Ask HN: If you're a remote worker, what tools do you use? - kavita_sam
Where do you work?
What tools does your employer expect you to use? Slack, JIRA, etc. or any employee monitoring tools?
======
davismwfl
I have worked remote for a lot of years. Tools will differ based on employer
and on what you are doing mainly.

Slack is the norm for communication and JIRA is common for project planning,
defect management etc. But to me the tools are secondary to the environment
you try to setup for yourself.

I feel strongly you need to have a place where you can isolate yourself from
distractions if you work out of your house. So whether it is you setup a
corner of a room or dedicate a whole room it doesn't matter but you have to
remove things you know will distract you. For me, I have family and people
around the house 90% of the time, so I have a dedicated office, that is setup
as an office would be at work. This helps me separate work from home, and lets
me close a door if I need to for noise or just privacy etc.

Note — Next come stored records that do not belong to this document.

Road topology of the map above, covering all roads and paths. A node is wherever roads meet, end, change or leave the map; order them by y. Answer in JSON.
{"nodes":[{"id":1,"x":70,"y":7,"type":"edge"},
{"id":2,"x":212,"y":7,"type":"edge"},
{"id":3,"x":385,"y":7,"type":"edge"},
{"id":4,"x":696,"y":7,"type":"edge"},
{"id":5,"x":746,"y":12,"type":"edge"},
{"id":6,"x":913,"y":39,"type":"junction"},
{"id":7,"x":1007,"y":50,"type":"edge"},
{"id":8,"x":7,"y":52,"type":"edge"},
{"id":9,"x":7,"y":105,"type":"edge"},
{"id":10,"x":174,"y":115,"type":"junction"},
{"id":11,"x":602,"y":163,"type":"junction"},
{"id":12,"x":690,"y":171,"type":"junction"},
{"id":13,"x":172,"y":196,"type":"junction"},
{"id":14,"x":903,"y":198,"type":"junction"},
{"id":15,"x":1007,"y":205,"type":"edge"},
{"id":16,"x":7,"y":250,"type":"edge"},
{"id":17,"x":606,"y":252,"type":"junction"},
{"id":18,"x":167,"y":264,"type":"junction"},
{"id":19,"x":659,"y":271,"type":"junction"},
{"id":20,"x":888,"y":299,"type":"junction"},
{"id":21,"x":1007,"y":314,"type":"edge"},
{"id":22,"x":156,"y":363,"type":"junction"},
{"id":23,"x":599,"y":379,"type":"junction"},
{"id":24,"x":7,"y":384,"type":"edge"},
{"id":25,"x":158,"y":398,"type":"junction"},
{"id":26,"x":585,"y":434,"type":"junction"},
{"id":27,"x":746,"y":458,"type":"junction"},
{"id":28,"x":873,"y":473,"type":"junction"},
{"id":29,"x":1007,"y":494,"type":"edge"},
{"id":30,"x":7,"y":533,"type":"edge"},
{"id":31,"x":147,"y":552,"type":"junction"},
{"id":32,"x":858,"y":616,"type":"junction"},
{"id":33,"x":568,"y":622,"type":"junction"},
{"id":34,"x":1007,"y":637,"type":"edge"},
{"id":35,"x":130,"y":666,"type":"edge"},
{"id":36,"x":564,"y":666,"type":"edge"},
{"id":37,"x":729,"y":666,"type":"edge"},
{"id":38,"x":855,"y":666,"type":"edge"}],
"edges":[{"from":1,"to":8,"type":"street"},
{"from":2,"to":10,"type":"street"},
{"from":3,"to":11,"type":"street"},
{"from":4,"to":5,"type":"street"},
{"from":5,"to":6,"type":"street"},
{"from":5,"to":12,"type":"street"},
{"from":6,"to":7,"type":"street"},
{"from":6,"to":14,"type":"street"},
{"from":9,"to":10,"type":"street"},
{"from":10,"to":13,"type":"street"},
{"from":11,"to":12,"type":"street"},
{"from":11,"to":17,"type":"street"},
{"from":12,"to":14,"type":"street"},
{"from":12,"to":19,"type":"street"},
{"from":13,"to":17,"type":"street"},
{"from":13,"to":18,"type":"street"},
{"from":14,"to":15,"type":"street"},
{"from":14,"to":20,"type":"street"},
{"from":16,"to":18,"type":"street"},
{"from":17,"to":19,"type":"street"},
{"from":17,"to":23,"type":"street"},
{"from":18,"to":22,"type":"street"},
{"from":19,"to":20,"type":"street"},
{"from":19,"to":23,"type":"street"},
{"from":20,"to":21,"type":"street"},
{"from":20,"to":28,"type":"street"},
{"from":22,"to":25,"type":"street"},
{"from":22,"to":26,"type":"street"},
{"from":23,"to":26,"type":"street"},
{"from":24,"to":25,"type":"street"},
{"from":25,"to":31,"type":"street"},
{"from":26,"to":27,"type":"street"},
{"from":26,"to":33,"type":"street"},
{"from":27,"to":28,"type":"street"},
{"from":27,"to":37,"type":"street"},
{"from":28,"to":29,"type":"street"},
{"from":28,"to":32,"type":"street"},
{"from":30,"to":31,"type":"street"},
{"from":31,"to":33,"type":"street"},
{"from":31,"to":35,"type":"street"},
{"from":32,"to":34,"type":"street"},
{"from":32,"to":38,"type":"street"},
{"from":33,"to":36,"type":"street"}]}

I also will from time to time go to a co-working space or just head to Panera
Bread or someplace similar. I do that just cause it is nice to be in a
different space sometimes and honestly can help kickstart me when I get stuck
or distracted.

As for my office too, I have an electric standup desk and I have a tall office
chair to go with it so I can stand, sit and play with the height of either. I
also built a workstation on one wall for dedicated tasks because I also do
some hardware work, so I have a place to solder, a place for my oscilloscope,
power supplies and parts storage etc. Just lets me stay organized and focused.